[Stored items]
_ _ _ _

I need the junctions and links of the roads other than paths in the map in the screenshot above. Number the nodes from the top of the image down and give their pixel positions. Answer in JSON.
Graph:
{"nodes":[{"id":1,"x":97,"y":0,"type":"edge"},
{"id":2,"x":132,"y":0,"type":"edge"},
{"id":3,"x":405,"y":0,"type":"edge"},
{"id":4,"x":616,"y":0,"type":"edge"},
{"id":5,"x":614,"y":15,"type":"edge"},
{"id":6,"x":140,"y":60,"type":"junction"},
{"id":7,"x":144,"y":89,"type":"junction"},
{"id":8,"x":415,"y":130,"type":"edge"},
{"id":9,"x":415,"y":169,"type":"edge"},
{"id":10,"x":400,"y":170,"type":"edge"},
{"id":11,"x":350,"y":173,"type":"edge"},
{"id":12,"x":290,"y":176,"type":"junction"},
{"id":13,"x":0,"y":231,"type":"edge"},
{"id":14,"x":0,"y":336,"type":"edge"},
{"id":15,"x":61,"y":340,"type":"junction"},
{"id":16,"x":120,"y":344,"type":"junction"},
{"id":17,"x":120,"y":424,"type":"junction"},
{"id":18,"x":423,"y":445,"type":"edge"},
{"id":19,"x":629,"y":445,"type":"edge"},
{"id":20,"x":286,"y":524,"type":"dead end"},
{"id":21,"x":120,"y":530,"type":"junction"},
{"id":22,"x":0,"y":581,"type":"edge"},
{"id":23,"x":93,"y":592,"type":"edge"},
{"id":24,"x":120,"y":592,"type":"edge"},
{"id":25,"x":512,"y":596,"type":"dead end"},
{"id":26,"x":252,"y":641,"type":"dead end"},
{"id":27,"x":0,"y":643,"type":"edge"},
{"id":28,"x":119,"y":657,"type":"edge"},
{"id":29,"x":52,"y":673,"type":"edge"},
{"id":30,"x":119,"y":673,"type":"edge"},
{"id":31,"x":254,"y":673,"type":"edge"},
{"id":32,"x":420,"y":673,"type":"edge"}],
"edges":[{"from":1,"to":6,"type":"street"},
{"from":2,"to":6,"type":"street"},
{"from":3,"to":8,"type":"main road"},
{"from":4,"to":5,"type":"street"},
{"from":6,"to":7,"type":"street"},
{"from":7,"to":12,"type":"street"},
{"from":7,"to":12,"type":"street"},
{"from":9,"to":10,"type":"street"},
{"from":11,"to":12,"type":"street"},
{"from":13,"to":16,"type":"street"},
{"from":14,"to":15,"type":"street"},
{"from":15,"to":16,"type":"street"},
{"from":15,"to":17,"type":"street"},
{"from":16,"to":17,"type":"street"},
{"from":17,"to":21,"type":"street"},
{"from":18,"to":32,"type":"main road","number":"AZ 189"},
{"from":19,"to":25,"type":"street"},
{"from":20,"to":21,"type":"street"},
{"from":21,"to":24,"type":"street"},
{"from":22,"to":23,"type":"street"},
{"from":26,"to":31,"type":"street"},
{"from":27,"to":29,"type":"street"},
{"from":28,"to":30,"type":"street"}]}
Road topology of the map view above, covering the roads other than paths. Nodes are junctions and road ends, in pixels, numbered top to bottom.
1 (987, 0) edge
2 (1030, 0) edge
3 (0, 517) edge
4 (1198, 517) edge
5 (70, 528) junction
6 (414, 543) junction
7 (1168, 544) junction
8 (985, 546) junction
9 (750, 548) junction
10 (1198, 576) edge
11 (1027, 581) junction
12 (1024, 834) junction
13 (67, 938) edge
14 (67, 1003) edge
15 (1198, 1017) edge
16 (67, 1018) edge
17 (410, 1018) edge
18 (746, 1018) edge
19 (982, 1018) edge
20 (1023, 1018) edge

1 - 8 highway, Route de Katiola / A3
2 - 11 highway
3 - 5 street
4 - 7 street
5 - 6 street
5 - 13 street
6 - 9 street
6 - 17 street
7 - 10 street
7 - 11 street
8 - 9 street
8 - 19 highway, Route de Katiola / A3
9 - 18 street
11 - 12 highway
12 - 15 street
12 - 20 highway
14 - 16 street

_ _ _ _

▶ Work to complete:
Your answer should consist of every record, restated exactly.

▶ Response area:
I need the junctions and links of the roads other than paths in the map in the screenshot above. Number the nodes from the top of the image down and give their pixel positions. Answer in JSON.
Graph:
{"nodes":[{"id":1,"x":97,"y":0,"type":"edge"},
{"id":2,"x":132,"y":0,"type":"edge"},
{"id":3,"x":405,"y":0,"type":"edge"},
{"id":4,"x":616,"y":0,"type":"edge"},
{"id":5,"x":614,"y":15,"type":"edge"},
{"id":6,"x":140,"y":60,"type":"junction"},
{"id":7,"x":144,"y":89,"type":"junction"},
{"id":8,"x":415,"y":130,"type":"edge"},
{"id":9,"x":415,"y":169,"type":"edge"},
{"id":10,"x":400,"y":170,"type":"edge"},
{"id":11,"x":350,"y":173,"type":"edge"},
{"id":12,"x":290,"y":176,"type":"junction"},
{"id":13,"x":0,"y":231,"type":"edge"},
{"id":14,"x":0,"y":336,"type":"edge"},
{"id":15,"x":61,"y":340,"type":"junction"},
{"id":16,"x":120,"y":344,"type":"junction"},
{"id":17,"x":120,"y":424,"type":"junction"},
{"id":18,"x":423,"y":445,"type":"edge"},
{"id":19,"x":629,"y":445,"type":"edge"},
{"id":20,"x":286,"y":524,"type":"dead end"},
{"id":21,"x":120,"y":530,"type":"junction"},
{"id":22,"x":0,"y":581,"type":"edge"},
{"id":23,"x":93,"y":592,"type":"edge"},
{"id":24,"x":120,"y":592,"type":"edge"},
{"id":25,"x":512,"y":596,"type":"dead end"},
{"id":26,"x":252,"y":641,"type":"dead end"},
{"id":27,"x":0,"y":643,"type":"edge"},
{"id":28,"x":119,"y":657,"type":"edge"},
{"id":29,"x":52,"y":673,"type":"edge"},
{"id":30,"x":119,"y":673,"type":"edge"},
{"id":31,"x":254,"y":673,"type":"edge"},
{"id":32,"x":420,"y":673,"type":"edge"}],
"edges":[{"from":1,"to":6,"type":"street"},
{"from":2,"to":6,"type":"street"},
{"from":3,"to":8,"type":"main road"},
{"from":4,"to":5,"type":"street"},
{"from":6,"to":7,"type":"street"},
{"from":7,"to":12,"type":"street"},
{"from":7,"to":12,"type":"street"},
{"from":9,"to":10,"type":"street"},
{"from":11,"to":12,"type":"street"},
{"from":13,"to":16,"type":"street"},
{"from":14,"to":15,"type":"street"},
{"from":15,"to":16,"type":"street"},
{"from":15,"to":17,"type":"street"},
{"from":16,"to":17,"type":"street"},
{"from":17,"to":21,"type":"street"},
{"from":18,"to":32,"type":"main road","number":"AZ 189"},
{"from":19,"to":25,"type":"street"},
{"from":20,"to":21,"type":"street"},
{"from":21,"to":24,"type":"street"},
{"from":22,"to":23,"type":"street"},
{"from":26,"to":31,"type":"street"},
{"from":27,"to":29,"type":"street"},
{"from":28,"to":30,"type":"street"}]}
Road topology of the map view above, covering the roads other than paths. Nodes are junctions and road ends, in pixels, numbered top to bottom.
1 (987, 0) edge
2 (1030, 0) edge
3 (0, 517) edge
4 (1198, 517) edge
5 (70, 528) junction
6 (414, 543) junction
7 (1168, 544) junction
8 (985, 546) junction
9 (750, 548) junction
10 (1198, 576) edge
11 (1027, 581) junction
12 (1024, 834) junction
13 (67, 938) edge
14 (67, 1003) edge
15 (1198, 1017) edge
16 (67, 1018) edge
17 (410, 1018) edge
18 (746, 1018) edge
19 (982, 1018) edge
20 (1023, 1018) edge

1 - 8 highway, Route de Katiola / A3
2 - 11 highway
3 - 5 street
4 - 7 street
5 - 6 street
5 - 13 street
6 - 9 street
6 - 17 street
7 - 10 street
7 - 11 street
8 - 9 street
8 - 19 highway, Route de Katiola / A3
9 - 18 street
11 - 12 highway
12 - 15 street
12 - 20 highway
14 - 16 street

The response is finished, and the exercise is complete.